Sunday, July 20, 2008

Words

I love words. So much so, I actually keep a list of my favorites. The list includes words such as beguiling, languidly, cacophony, sybarite and robust. They are more to me than just letters organized, they are feelings that envelope me when they are heard or spoken. They are especially powerful when used by someone I find attractive. In the right moment, they could be foreplay, sexually yes, but almost more powerfully, intellectually. It’s not that I find a “book worm” sexy, actually, it’s those moments when the least expecting of men use wicked smart words. If they take the time to learn and use language they will take the time to learn and use me. It shows inquisitiveness, patience, folly, and drive or dedication. For me, these are adjectives to describe men that I am drawn to. Tell me, what are some of your favorite words?

Monday, May 12, 2008

Stew instead of Soup

I want my life to be like stew instead of soup. This statement rolled across my mind recently and I thought how succinct this is. I’ve been going through a life review of sorts. Deciding what is important to me and what should be tossed to curb. And how much my life is wasted on the peripheral and how my time would be better spent on those things that matter. Really, just making thick rue instead of being satisfied with broth

I’m back from the best vacation ever. A birthday celebration that was just how I pictured. A week of family, friends, great food, amazing wine, and a town that calls to me, even now, a thousand miles away, I still hear it’s voice. It teases me with its ease and sensibility. The green rolling hills and cool nights. The smell of star jasmine and the sound of baby birds nesting outside my window. Acoustic guitar, the smell of morning coffee I didn’t fix, and fresh flowers everywhere. Not once thinking of work and instead focusing on long massages, fresh seafood, and smiling….all the time.

I realize vacation is not the benchmark by which we can measure everyday life, but it should be the menu of choices we try to incorporate into out daily schedule.

Friday, March 21, 2008

At what age do you become an adult?

When did I turn 40? When did it happen exactly? I mean it was just yesterday I was fresh out of college trying to find my way in the world. And although I don’t know if I have exactly found my way at 40, I do know that I have at least traveled along a road that resembles the directions I had in my mind. A path peppered with no regrets. But 40 – as a kid it sound so old and at 40 it still feels so young. It’s funny – sometimes I catch myself walking through the house, usually doing something a bit naughty, and think “I can’t believe I own my own home”. It almost feels I’m just hanging out at my parent’s house while they’re out of town.
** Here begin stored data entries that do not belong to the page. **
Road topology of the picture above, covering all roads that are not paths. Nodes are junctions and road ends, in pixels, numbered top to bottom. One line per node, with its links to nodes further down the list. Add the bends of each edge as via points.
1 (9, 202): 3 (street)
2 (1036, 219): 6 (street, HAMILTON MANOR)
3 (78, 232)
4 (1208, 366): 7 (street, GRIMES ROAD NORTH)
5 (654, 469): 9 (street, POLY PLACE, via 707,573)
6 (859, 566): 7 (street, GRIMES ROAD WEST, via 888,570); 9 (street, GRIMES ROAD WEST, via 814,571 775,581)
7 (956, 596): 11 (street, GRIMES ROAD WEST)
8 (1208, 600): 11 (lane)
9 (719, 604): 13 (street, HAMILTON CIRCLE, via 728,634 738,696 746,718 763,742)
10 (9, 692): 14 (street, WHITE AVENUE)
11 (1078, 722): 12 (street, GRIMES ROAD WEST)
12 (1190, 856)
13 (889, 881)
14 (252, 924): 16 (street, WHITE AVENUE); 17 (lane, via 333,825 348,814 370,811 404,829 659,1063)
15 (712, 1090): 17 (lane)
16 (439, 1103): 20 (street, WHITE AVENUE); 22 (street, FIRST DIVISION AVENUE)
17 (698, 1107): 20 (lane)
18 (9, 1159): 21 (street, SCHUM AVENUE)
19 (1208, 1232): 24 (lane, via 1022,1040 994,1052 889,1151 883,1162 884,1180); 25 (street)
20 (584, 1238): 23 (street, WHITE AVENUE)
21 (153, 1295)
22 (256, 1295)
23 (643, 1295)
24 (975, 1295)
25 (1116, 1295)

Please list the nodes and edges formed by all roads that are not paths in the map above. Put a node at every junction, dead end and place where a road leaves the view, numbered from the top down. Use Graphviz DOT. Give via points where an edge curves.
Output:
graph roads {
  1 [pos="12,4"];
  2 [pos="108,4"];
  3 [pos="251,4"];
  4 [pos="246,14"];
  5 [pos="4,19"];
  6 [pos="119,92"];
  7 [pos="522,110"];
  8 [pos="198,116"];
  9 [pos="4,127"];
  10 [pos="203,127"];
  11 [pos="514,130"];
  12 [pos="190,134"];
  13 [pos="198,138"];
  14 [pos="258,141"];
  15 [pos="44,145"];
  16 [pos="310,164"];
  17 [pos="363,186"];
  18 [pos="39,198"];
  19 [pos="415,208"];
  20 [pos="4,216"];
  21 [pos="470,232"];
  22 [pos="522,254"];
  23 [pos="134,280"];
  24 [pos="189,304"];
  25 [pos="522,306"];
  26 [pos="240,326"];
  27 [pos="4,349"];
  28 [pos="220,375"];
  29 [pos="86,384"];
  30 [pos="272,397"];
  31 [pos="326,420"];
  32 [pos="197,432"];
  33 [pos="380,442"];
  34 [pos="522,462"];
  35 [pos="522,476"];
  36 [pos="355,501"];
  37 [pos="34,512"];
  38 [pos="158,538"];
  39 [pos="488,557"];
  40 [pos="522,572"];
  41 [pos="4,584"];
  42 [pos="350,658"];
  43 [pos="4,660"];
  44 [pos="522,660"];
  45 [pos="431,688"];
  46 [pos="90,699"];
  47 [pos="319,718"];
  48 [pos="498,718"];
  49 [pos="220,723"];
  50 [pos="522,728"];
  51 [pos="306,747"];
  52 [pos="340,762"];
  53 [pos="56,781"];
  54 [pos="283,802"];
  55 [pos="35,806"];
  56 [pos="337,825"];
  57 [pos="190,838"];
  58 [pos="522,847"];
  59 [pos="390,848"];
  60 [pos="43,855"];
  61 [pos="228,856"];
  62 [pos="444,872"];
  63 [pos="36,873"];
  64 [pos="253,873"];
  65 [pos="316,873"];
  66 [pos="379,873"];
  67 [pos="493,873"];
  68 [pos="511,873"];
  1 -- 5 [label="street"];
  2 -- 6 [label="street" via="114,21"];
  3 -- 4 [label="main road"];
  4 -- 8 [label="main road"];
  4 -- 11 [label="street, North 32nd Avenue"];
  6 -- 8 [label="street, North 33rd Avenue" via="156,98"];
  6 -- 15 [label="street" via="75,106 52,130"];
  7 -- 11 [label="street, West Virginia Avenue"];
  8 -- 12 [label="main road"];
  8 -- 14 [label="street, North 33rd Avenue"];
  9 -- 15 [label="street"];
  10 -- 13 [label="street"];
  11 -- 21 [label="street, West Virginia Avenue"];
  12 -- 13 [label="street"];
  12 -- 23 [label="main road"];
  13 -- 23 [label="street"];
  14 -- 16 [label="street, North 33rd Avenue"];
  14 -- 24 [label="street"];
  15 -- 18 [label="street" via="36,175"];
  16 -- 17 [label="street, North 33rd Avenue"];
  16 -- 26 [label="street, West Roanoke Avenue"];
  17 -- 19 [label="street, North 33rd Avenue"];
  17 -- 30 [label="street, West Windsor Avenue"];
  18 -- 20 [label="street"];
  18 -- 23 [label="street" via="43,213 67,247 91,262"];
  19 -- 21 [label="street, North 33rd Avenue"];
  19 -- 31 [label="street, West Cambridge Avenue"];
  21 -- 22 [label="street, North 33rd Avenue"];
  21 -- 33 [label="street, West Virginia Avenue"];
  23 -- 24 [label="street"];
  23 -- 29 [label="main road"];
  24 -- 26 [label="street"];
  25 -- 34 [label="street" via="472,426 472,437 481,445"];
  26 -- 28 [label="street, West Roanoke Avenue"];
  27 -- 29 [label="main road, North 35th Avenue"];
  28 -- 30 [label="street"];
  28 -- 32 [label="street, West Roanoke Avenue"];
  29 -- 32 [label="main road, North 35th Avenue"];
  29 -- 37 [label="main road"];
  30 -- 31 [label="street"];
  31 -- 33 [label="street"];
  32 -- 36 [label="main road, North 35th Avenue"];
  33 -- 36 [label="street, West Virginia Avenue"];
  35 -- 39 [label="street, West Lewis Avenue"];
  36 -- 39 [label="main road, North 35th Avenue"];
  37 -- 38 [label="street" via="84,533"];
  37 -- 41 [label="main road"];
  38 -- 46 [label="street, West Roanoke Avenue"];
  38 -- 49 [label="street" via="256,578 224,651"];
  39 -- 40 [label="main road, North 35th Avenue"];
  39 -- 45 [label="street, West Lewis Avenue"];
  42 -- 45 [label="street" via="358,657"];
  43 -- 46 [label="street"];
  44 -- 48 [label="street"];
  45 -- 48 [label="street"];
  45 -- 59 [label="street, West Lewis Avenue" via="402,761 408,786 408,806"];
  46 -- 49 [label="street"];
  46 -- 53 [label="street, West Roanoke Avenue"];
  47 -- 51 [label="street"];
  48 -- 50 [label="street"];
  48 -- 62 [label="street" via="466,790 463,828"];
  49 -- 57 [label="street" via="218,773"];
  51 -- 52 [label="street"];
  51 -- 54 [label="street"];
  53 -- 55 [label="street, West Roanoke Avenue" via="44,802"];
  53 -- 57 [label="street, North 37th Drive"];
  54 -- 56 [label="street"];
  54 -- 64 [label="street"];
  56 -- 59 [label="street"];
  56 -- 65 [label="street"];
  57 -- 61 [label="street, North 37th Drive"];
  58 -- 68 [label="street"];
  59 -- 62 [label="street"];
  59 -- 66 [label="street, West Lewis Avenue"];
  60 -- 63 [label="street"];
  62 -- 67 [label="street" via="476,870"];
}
But oh, how I do love being an adult. Not having to answer to anyone (read single adult here), doing what I want, when I want and with no real consequences. I like the freedom of making my own decisions, of being able to choose almost anything and act upon it. It can almost make you drunk with power, don’t you think? It’s a real responsibility to be an adult and some days I choose wisely, others not so much, and still others do it and damn the consequences. Those moments usually make the best stories. Tell me, what do you love about being an adult?

Tuesday, January 29, 2008

Thump Thump

What is it I want to say as I type away here in the dark? The light of my computer screen filling the room and the music loud and filling my head. I love the way music feels. The bass or the thump thump that reverberates in my chest. I close my eyes and lean back into the chair and I hear the music around me, and it, and the memories and images it conjures up, float around in the vicinity of my ceiling. I shrug out of my sweater and take my hair down. I feel the dampness of when I put it up hours before and smell the freshness of my shampoo and imagine the sound he makes when he buries his face into my hair. I catch my fingers stroking my lips imagining him, his kisses, the smiles he makes when I take him into my mouth. I want to see in the dark with those senses that know best. I want to dance to the music around me, its rhythm and ours matching. But alas, I’m reduced to communicating my needs to him via text and unable to relish in the details flooding my mind and body.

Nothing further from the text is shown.